There were moments in Peru I didn’t lift my camera. I needed to remember the beauty and vividness of the austere peaks and earnest valleys without social construct. Peru is genuine, friendly, and unspoilt, a magnificent land where the nationality and culture is as vibrant as the colours woven into the traditional clothing.
Project Bosques Verdes (Green Forests) is Zest’s latest flavour-creating mission and the reason for my Peru visit. This is a project in collaboration with our direct trade partners, Cooperitiva Bosques Verdes, located in the last city of the Inca Atahualpa, San Ignacio.

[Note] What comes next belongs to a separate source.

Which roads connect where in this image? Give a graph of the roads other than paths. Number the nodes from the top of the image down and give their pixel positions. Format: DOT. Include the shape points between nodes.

The over arching purpose of Project Bosques Verdes is creating flavour, but also improving processing practices, expanding fermentation techniques, supplying tools, disseminating knowledge, and helping bring financial value to the co operative in a sustainable way. Sharing ideas with our partners at origin and learning from one another is our true ethos.
While we didn’t know much about Peru’s coffee going into our experiments, what we did know is that Peru, and in particular, San Ignacio’s growing region, is typical for the equatorial belt and tropical environment (wet summer, dry winter, average temperature of 24°C). We also knew that the farms of the Bosques Verdes co-op are producing a wide range of varietals, some quite well known, and a couple more obscure.

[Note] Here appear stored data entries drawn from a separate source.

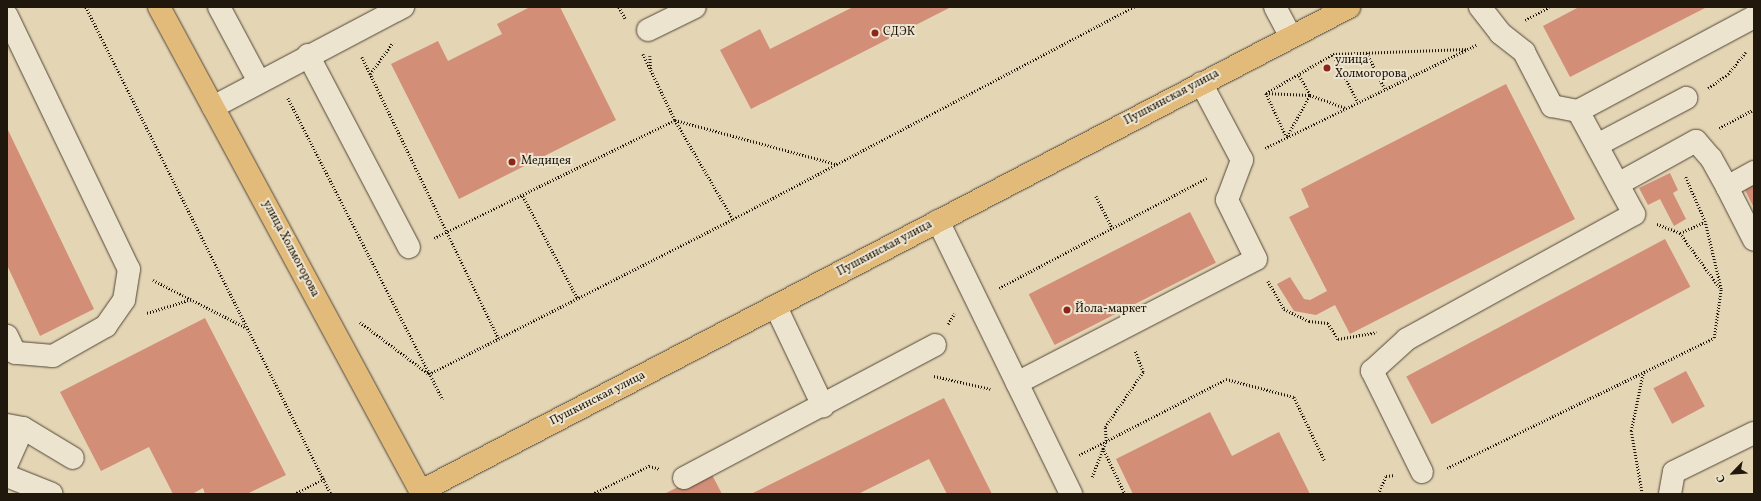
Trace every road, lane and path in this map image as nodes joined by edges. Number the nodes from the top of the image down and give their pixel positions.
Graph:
1 (86, 7) edge
2 (159, 7) edge
3 (220, 7) edge
4 (403, 7) edge
5 (619, 7) edge
6 (695, 7) edge
7 (1134, 7) edge
8 (1275, 7) edge
9 (1350, 7) edge
10 (1480, 7) edge
11 (7, 16) edge
12 (1754, 17) edge
13 (638, 28) joint
14 (350, 32) junction
15 (1291, 37) junction
16 (1750, 48) dead end
17 (1469, 49) dead end
18 (642, 52) dead end
19 (1367, 53) junction
20 (1333, 54) junction
21 (308, 55) junction
22 (1298, 74) junction
23 (268, 77) junction
24 (1201, 83) junction
25 (1385, 89) dead end
26 (1266, 93) junction
27 (1310, 95) junction
28 (1686, 98) joint
29 (1358, 102) dead end
30 (213, 107) junction
31 (1345, 108) dead end
32 (1754, 109) edge
33 (1578, 111) junction
34 (675, 120) junction
35 (1696, 141) junction
36 (1597, 145) junction
37 (836, 164) junction
38 (1754, 172) edge
39 (1618, 184) junction
40 (1727, 187) junction
41 (523, 196) junction
42 (1096, 196) dead end
43 (1634, 214) junction
44 (733, 219) junction
45 (938, 221) junction
46 (1705, 222) junction
47 (1112, 228) dead end
48 (447, 233) junction
49 (1680, 233) junction
50 (1754, 240) edge
51 (409, 247) joint
52 (1256, 259) junction
53 (129, 269) junction
54 (1721, 289) junction
55 (577, 297) junction
56 (192, 299) junction
57 (776, 307) junction
58 (355, 314) dead end
59 (106, 326) junction
60 (1127, 326) junction
61 (245, 327) junction
62 (7, 336) edge
63 (499, 339) junction
64 (935, 345) dead end
65 (1392, 354) junction
66 (895, 367) junction
67 (1643, 373) junction
68 (429, 374) junction
69 (1017, 383) junction
70 (992, 390) dead end
71 (443, 400) dead end
72 (823, 406) junction
73 (15, 427) edge
74 (1754, 433) edge
75 (1106, 441) junction
76 (1103, 448) junction
77 (73, 458) dead end
78 (1326, 461) dead end
79 (7, 464) edge
80 (1058, 466) junction
81 (1422, 472) junction
82 (7, 476) edge
83 (684, 478) joint
84 (324, 479) junction
85 (1091, 481) dead end
86 (419, 493) edge
87 (52, 494) edge
88 (294, 494) edge
89 (331, 494) edge
90 (592, 494) edge
91 (1071, 494) edge
92 (1125, 494) edge
93 (1378, 494) edge
94 (1642, 494) edge
95 (1670, 494) edge

1 - 61 path
2 - 30 main road, улица Холмогорова
3 - 23 street
4 - 14 street
5 - 13 path
6 - 13 street
7 - 37 path
8 - 15 street
9 - 15 main road, Пушкинская улица
10 - 33 street
11 - 53 street
12 - 33 street
14 - 21 street
14 - 48 path
15 - 24 main road, Пушкинская улица
16 - 28 path
17 - 19 path
18 - 34 path
19 - 20 path
19 - 25 path
20 - 22 path
20 - 29 path
21 - 23 street
21 - 51 street
22 - 26 path
22 - 27 path
23 - 30 street
23 - 68 path
24 - 45 main road, Пушкинская улица
24 - 52 street
26 - 27 path
26 - 27 path
27 - 31 path
28 - 36 street
30 - 86 main road, улица Холмогорова
32 - 35 path
33 - 36 street
34 - 37 path
34 - 41 path
34 - 44 path
35 - 39 street
35 - 40 street
35 - 46 path
36 - 39 street
37 - 44 path
38 - 40 street
39 - 43 street
40 - 50 street
41 - 48 path
41 - 55 path
42 - 47 path
43 - 49 path
43 - 65 street
44 - 55 path
45 - 57 main road, Пушкинская улица
45 - 69 street
46 - 49 path
46 - 54 path
48 - 51 path
48 - 63 path
49 - 54 path
52 - 60 street
52 - 65 path
53 - 56 path
53 - 59 street
54 - 67 path
55 - 63 path
56 - 59 path
56 - 61 path
57 - 72 street
57 - 86 main road, Пушкинская улица
58 - 68 path
59 - 62 street
60 - 69 street
60 - 75 path
61 - 84 path
63 - 68 path
64 - 66 street
65 - 81 street
66 - 70 path
66 - 72 street
67 - 81 path
67 - 94 path
68 - 71 path
69 - 80 street
72 - 83 street
73 - 77 street
73 - 79 street
74 - 95 street
75 - 76 path
75 - 78 path
75 - 80 path
76 - 85 path
76 - 92 path
80 - 91 street
81 - 93 path
82 - 87 street
83 - 90 path
84 - 88 path
84 - 89 path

Armed with knowledge from our previous Project Raggiana in Papua New Guinea and Project Wonosari in Sumatra, we were confident in producing a high-scoring lot at the Bosques Verdes Co-op (BVC) and finding outstanding flavour hidden under the leafy canopies of the region’s steep, green forests.
Two hundred and fifty small one-to-two-hectare farms make up the BVC. Each hectare contains around 4000 coffee trees, each producing around three kilograms of coffee cherry per year.

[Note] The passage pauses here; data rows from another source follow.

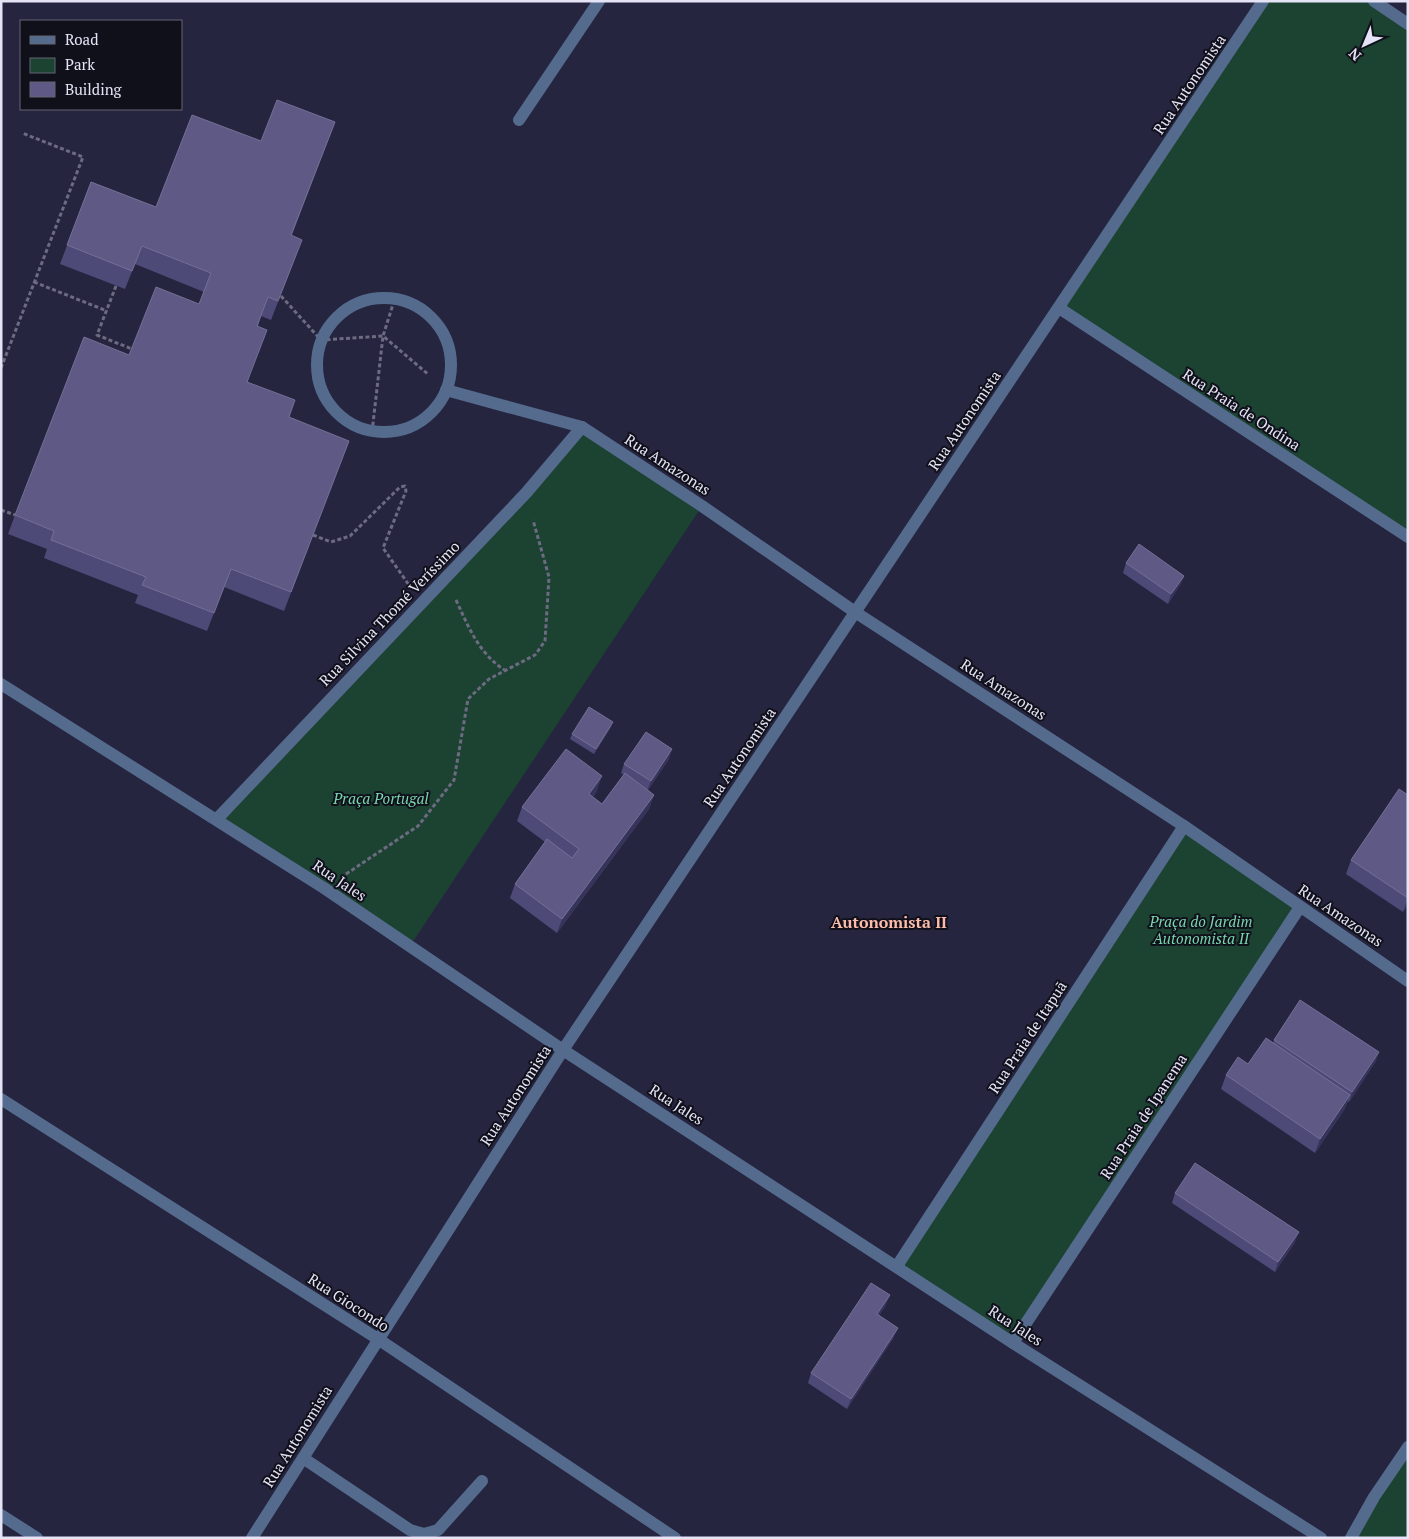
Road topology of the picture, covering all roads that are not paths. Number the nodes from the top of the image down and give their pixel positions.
1 (599, 1) edge
2 (1264, 1) edge
3 (1374, 1) edge
4 (1408, 24) edge
5 (519, 120) dead end
6 (1059, 308) junction
7 (446, 390) junction
8 (582, 427) junction
9 (1408, 537) edge
10 (855, 612) junction
11 (1, 684) edge
12 (217, 819) junction
13 (1184, 826) junction
14 (1300, 907) junction
15 (1408, 981) edge
16 (563, 1050) junction
17 (1, 1099) edge
18 (897, 1266) junction
19 (378, 1339) junction
20 (1013, 1343) junction
21 (1408, 1447) edge
22 (303, 1458) junction
23 (482, 1480) dead end
24 (1, 1515) edge
25 (37, 1538) edge
26 (252, 1538) edge
27 (676, 1538) edge
28 (1321, 1538) edge
29 (1351, 1538) edge

1 - 5 street
2 - 6 street, Rua Autonomista
3 - 4 street
6 - 9 street, Rua Praia de Ondina
6 - 10 street, Rua Autonomista
7 - 7 street
7 - 8 street, Rua Amazonas
8 - 10 street, Rua Amazonas
8 - 12 street, Rua Silvina Thomé Veríssimo
10 - 13 street, Rua Amazonas
10 - 16 street, Rua Autonomista
11 - 12 street, Rua Jales
12 - 16 street, Rua Jales
13 - 14 street, Rua Amazonas
13 - 18 street, Rua Praia de Itapuã
14 - 15 street, Rua Amazonas
14 - 20 street, Rua Praia de Ipanema
16 - 18 street, Rua Jales
16 - 19 street, Rua Autonomista
17 - 19 street, Rua Giocondo
18 - 20 street, Rua Jales
19 - 22 street, Rua Autonomista
19 - 27 street, Rua Giocondo
20 - 28 street, Rua Jales
21 - 29 street
22 - 23 street
22 - 26 street, Rua Autonomista
24 - 25 street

After pulping, washing, drying, hulling, and removing defects, the yield of each tree is just 400 grams of green coffee beans. It is quite humbling to think that with all the labour that goes into the picking and processing of the coffee, each tree provides just 30 lattes in your local café.
Along with Ernesto Guzman from Inkas Commodity Trading, we got to work with our on site fermentation experiments, which explored the effects of time, temperature, microbial activity, and pH on flavour in an anaerobic tank environment. Our aim was to find ways to produce higher scoring micro-lots by focusing on alternative ways of processing, and add value to these smallholder crops.
The work was more strenuous than we imagined. Our days started at 5am with a breakfast at the motel in San Ignacio followed by a motorbike ride to the base of the hill on which the processing farm was situated. Then, it was a half-hour trek up the steep hillside to our experimentation site.
Picking is back-breaking work: crouching, reaching, and twisting through the heavy foliage to grasp the crimson cherries, and plucking them from the stalks. We used a traditional manual machine for de-pulping. Cherries are fed into the top hopper and an operator swiftly cranks a handle round and round. The slowly rotating drums squeeze the slippery beans from the skins and separate them into a sack. “All in the pursuit of flavour,” we told ourselves as we whirled the handle long after the sun had slid behind the hills.
The de-pulped coffee seeds were tipped into large plastic drums and sealed. Temperature, brix, and pH readings were recorded at regular intervals. When the perfect pH was reached, the beans were spread out to dry in a makeshift sun tent perched precariously on the side of the mountain.
The sun tent provided a controlled drying environment, sheltered from moisture and temperature fluctuation, yet exposed to the gentle drying rays of the sun.
The four lots we created at Bosques Verdes explored low oxygen fermentation on washed, honey, and natural processed coffee, an evolution to the techniques developed and implemented in PNG and Sumatra.
I went to Peru gripped with a normal fixation on flavour, but I came away with a much larger vision, a paradigm shift. The unbreakable ties in the coffee world between people, culture and coffee, care, kindness, and place left a deep impression on me. The faces of 100 Peruvian personalities are etched in my mind.
You can’t leave the human factor out of coffee. It’s what makes it what it is. It’s what we at Zest have come to call Coffeekind, and it’s essential to flavour.